To this point our series on the “Songs of the Faith” has covered familiar older ground with “How Great Thou Art.” It has moved through newer territory with even older roots in singing Hillsong’s “Cornerstone.” Today our song is one neither service has ever sung. Everyone is a learner this morning! Style-wise, it’s a hymn, and it’s a recent hymn. So, “Speak, O Lord” is contemporary music but written in the manner that many churches have sung in over the past couple of centuries.
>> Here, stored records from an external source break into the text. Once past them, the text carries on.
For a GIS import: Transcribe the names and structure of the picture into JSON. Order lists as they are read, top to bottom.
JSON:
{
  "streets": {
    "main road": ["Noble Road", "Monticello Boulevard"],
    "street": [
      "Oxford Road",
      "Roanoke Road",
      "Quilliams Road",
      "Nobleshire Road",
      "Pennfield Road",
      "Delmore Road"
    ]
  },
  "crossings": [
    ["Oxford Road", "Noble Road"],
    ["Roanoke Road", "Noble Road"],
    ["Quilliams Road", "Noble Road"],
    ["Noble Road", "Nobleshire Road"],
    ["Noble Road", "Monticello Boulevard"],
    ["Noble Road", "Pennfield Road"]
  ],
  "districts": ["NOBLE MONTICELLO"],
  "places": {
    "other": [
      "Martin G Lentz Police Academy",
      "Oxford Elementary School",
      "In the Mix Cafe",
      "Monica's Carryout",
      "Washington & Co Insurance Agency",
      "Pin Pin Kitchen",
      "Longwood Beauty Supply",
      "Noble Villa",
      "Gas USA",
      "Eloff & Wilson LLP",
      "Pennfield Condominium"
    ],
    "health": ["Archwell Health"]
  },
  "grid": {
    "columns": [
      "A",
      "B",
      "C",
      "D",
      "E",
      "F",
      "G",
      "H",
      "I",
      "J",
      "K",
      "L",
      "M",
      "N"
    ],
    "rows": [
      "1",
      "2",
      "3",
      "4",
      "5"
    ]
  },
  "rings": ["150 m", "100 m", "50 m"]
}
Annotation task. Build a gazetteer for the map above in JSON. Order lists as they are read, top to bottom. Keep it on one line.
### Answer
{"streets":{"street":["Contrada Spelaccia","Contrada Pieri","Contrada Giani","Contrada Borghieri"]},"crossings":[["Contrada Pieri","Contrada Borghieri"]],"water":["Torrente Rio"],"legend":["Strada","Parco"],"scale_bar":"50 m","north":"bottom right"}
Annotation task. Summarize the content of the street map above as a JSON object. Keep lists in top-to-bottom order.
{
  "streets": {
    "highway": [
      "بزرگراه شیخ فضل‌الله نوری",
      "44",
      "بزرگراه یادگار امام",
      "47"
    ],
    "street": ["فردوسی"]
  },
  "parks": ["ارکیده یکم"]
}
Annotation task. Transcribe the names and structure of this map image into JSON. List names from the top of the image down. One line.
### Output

The songwriters have written about what inspired them to write this new hymn. “One of Christianity’s distinctives,” they wrote, “is that we worship a God who has spoken—who is not silent….Throughout history the Word of God has transformed the most proud leaders and the most hopeless victims, the greatest civilizations and the remotest of villages, in every age to every corner of the world—so incredible is its power.”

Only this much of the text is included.